Required work
Check every line of the data for the string "Avenue" and copy the ones that have it.

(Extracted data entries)

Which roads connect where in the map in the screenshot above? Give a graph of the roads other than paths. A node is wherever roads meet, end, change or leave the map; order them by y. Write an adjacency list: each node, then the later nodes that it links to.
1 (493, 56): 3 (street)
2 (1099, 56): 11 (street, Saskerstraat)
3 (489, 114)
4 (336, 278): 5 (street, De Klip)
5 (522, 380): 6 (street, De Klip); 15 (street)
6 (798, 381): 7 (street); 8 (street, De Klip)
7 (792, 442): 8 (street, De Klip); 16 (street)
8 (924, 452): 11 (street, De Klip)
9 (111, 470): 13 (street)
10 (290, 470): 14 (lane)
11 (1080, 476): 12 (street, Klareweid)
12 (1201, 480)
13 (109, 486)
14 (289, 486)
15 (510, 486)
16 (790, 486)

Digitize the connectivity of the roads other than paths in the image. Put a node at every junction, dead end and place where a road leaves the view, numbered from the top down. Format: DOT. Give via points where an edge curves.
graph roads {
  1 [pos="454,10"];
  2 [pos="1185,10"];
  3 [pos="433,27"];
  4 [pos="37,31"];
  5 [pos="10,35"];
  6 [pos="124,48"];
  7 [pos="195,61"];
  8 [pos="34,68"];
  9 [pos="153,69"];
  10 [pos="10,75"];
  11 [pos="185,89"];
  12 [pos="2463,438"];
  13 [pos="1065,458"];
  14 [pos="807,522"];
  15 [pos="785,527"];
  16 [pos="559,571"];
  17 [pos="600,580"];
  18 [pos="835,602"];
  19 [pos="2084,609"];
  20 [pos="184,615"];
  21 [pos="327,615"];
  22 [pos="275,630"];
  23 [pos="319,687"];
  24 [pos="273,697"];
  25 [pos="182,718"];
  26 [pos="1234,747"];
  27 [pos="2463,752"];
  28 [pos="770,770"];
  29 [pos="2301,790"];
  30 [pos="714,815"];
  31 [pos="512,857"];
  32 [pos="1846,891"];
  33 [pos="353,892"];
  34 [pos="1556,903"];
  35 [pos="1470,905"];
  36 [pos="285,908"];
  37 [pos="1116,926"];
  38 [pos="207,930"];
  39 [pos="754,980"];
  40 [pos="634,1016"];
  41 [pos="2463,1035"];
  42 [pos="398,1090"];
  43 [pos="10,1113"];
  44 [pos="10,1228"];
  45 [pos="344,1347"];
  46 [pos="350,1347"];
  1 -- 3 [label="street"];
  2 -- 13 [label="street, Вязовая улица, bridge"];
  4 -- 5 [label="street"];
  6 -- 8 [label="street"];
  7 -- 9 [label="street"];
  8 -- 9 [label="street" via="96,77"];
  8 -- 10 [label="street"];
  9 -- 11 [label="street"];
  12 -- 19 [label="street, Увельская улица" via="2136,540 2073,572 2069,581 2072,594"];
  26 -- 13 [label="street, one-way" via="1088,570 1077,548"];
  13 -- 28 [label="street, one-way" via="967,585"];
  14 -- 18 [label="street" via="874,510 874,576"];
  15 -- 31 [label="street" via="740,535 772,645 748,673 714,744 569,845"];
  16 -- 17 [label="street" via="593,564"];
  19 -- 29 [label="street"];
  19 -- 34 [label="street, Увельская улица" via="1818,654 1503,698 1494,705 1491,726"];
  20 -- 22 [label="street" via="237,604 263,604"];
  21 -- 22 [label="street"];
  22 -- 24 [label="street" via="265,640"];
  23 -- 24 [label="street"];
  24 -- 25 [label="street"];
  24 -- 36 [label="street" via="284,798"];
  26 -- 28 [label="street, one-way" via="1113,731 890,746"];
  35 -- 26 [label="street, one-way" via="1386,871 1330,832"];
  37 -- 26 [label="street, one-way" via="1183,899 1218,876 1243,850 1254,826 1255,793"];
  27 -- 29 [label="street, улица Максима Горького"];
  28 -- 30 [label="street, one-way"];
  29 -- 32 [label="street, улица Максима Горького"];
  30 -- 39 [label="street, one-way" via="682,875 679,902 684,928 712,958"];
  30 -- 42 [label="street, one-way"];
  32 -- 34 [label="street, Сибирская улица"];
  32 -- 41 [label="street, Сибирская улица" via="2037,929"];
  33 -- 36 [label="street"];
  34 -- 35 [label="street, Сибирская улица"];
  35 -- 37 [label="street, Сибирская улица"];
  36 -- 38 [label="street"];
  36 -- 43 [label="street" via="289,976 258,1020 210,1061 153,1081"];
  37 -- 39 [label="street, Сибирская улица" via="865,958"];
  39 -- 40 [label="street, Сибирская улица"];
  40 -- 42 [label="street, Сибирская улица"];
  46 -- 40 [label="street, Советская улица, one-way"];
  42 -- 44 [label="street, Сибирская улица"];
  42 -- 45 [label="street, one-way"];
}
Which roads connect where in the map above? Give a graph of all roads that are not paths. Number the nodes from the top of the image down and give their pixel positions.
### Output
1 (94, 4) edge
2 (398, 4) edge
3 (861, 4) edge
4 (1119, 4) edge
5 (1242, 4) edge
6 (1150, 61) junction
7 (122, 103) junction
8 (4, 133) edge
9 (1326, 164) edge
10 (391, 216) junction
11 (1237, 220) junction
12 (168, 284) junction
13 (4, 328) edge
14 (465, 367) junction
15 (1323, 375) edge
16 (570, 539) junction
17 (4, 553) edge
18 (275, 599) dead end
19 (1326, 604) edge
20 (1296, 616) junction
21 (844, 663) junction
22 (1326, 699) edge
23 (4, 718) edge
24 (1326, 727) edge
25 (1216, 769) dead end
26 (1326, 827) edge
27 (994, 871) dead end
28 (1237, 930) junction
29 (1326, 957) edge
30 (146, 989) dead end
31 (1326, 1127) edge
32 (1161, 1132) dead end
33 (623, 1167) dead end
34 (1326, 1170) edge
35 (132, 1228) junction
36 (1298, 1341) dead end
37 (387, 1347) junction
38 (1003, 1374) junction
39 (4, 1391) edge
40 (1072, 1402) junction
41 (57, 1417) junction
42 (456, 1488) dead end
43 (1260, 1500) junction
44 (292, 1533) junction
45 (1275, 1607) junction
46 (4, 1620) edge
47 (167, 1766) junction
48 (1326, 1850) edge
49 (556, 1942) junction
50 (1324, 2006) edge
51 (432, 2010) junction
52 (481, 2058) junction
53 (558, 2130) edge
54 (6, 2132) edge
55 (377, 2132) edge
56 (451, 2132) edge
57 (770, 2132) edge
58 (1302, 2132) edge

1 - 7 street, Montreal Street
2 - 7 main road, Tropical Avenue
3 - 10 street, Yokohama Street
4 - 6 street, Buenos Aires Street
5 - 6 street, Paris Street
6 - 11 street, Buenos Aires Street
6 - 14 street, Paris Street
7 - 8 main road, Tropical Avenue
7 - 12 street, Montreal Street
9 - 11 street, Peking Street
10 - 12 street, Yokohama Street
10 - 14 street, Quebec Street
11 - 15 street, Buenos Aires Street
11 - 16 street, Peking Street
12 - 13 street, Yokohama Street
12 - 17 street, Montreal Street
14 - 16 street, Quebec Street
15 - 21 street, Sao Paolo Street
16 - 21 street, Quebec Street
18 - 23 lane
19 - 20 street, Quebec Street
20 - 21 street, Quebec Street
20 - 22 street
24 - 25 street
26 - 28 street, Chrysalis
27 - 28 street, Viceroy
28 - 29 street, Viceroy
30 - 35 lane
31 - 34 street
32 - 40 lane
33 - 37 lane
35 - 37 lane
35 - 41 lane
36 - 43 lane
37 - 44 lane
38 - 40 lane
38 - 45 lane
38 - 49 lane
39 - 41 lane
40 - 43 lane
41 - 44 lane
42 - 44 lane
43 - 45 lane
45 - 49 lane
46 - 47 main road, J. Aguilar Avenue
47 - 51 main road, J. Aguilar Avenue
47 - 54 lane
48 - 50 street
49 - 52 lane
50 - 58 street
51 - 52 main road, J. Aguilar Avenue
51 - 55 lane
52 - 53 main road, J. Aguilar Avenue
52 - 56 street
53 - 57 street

Result of this task
2 - 7 main road, Tropical Avenue
7 - 8 main road, Tropical Avenue
46 - 47 main road, J. Aguilar Avenue
47 - 51 main road, J. Aguilar Avenue
51 - 52 main road, J. Aguilar Avenue
52 - 53 main road, J. Aguilar Avenue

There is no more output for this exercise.